So I think it goes without saying that I’m avoiding schoolwork right now. I have, to give myself credit, narrowed potential topics for my speech down to 3:

1. Blogging

2. Asexuality

3. Country Rock

I’m leaning heavily in favor of the latter two. Blogging’s really only on the list because I figure there’ll be a bevy of academic sources I can cite, what with all the recent hullabaloo about how it’s “changing the way Americans access information, look how digital this generation is, OMG!” (And now every self-important douche-bag who has a LiveJournal and once wrote one or two lines about how much he hated Bush can reference all of these articles when he wants to feel like he’s doing something edgy and important).

Asexuality I find interesting chiefly because it’s so antithetical to … really everything about our culture.

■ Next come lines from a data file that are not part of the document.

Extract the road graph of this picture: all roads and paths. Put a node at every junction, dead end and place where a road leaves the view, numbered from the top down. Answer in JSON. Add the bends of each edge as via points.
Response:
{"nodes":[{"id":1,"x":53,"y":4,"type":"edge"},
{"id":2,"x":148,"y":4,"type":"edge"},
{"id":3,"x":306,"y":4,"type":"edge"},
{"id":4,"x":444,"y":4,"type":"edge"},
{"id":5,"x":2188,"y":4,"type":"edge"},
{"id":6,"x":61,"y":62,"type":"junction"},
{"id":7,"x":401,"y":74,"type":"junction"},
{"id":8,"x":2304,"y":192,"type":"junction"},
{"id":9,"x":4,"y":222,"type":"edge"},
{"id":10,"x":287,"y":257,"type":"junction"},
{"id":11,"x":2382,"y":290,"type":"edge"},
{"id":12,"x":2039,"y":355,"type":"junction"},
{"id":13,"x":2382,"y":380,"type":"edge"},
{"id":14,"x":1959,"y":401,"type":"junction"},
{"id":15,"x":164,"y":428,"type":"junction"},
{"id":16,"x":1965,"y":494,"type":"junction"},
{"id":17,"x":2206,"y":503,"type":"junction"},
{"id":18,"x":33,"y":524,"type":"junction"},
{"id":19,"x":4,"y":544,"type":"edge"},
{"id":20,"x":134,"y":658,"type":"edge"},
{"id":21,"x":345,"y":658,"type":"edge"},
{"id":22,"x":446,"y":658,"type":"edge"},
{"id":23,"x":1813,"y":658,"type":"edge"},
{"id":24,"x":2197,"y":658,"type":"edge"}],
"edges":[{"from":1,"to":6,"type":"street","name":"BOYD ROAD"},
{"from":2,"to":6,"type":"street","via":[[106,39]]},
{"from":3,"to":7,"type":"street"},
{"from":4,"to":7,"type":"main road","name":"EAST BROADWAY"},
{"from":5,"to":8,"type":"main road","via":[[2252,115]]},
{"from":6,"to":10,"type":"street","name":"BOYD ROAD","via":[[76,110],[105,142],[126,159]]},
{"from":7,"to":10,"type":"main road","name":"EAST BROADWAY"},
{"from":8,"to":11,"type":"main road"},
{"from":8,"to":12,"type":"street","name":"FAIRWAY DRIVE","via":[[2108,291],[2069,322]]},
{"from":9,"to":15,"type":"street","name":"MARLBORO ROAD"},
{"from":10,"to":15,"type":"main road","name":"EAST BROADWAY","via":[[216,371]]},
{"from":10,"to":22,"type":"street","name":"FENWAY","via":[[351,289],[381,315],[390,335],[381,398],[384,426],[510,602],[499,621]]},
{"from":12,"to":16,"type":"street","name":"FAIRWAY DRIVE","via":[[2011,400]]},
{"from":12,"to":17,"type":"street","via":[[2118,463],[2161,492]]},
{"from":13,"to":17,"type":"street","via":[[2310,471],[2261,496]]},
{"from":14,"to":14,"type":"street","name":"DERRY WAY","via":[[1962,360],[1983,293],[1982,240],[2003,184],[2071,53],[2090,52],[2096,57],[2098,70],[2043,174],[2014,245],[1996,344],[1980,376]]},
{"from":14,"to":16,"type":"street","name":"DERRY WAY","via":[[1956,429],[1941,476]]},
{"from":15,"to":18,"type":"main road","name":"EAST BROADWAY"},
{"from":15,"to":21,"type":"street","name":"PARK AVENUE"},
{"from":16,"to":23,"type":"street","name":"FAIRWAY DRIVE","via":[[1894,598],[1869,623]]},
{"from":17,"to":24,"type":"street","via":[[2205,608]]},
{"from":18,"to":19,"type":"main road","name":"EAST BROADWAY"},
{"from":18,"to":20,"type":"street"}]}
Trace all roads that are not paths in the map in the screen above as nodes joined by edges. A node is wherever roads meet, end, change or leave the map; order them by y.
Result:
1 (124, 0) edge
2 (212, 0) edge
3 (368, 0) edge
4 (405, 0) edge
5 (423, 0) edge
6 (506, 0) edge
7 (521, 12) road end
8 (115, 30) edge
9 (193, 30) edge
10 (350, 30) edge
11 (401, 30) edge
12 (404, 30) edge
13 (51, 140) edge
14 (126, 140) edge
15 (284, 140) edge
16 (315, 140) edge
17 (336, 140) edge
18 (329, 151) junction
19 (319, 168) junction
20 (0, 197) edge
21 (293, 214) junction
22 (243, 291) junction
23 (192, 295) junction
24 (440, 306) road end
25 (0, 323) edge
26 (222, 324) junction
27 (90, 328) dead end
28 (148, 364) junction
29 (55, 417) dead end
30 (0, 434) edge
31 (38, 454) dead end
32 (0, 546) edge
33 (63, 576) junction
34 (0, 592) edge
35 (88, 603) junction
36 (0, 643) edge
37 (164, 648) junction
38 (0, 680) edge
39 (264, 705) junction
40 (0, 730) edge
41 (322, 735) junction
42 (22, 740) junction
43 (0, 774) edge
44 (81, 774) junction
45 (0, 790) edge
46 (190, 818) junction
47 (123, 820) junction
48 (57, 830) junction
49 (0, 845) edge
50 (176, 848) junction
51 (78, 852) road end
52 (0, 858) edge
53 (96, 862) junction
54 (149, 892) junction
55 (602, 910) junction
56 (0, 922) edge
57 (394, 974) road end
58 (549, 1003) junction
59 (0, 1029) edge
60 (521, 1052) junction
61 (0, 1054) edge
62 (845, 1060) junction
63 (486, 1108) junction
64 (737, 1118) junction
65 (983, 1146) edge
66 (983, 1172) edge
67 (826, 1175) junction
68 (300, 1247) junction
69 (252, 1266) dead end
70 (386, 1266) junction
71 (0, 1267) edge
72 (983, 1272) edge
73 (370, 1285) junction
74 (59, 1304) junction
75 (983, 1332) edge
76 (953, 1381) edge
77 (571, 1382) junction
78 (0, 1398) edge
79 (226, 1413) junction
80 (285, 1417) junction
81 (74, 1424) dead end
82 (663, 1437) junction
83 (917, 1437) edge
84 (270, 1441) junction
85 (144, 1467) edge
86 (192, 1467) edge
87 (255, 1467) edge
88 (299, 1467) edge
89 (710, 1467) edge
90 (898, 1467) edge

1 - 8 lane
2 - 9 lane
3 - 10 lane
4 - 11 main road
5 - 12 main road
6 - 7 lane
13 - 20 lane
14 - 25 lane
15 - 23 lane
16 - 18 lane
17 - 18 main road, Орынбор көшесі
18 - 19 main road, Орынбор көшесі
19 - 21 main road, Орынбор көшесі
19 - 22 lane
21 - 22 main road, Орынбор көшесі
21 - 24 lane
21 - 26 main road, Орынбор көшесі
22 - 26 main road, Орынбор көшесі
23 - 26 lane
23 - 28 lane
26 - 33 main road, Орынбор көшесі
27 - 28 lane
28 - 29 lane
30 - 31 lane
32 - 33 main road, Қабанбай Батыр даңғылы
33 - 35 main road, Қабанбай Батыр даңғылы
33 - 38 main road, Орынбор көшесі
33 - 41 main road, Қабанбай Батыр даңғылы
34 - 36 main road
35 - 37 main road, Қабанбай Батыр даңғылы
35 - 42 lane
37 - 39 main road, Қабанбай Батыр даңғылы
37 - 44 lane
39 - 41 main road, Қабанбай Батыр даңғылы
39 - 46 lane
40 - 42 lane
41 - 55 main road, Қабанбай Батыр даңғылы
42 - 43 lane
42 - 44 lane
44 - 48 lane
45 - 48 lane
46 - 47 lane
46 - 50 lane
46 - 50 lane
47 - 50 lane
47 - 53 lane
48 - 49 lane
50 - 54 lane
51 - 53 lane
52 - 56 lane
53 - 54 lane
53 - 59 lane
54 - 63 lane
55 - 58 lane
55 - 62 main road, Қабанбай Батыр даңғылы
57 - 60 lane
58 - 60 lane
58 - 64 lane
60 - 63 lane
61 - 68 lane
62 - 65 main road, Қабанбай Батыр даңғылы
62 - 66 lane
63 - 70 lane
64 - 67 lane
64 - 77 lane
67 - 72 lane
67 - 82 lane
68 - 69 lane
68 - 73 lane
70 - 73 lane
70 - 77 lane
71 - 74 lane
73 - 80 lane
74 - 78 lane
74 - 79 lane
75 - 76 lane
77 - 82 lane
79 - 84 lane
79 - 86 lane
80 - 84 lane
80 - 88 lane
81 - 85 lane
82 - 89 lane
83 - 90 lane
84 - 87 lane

I mean, Christianity is based on resisting temptation, but if there’s no temptation to begin with you’ve sort of lost your foundation, you know?. And on a broader scale, sex and procreation are presumed to be the underlying cause for so many behaviors. Take that away, and what are the motivations, you know? How do you market to these people? How do you assimilate them? So asexuals have a special place in my heart for being subversive without even trying.

As for Country Rock…what can I say? I loves me some Eagles. Unfortunately, there’s a dearth of “academic” sources on this one, so I’m probably going to have to skip it. Ah, well. It would have been cool to play some Judee Sill and show pictures of Gram Parsons, but what can you do?

Music this week is crappy 80’s Carly Simon.  This is a terrible song, but it’s also kind of addictive.


7 responses »

  1. Balls with top hats. That seems somehow appropriate…they look like droopy old Englishmen. The sort who sit around with brandy and cigars and talk about how much better off the colonies were when they were under the gentle but firm guidance of the British military.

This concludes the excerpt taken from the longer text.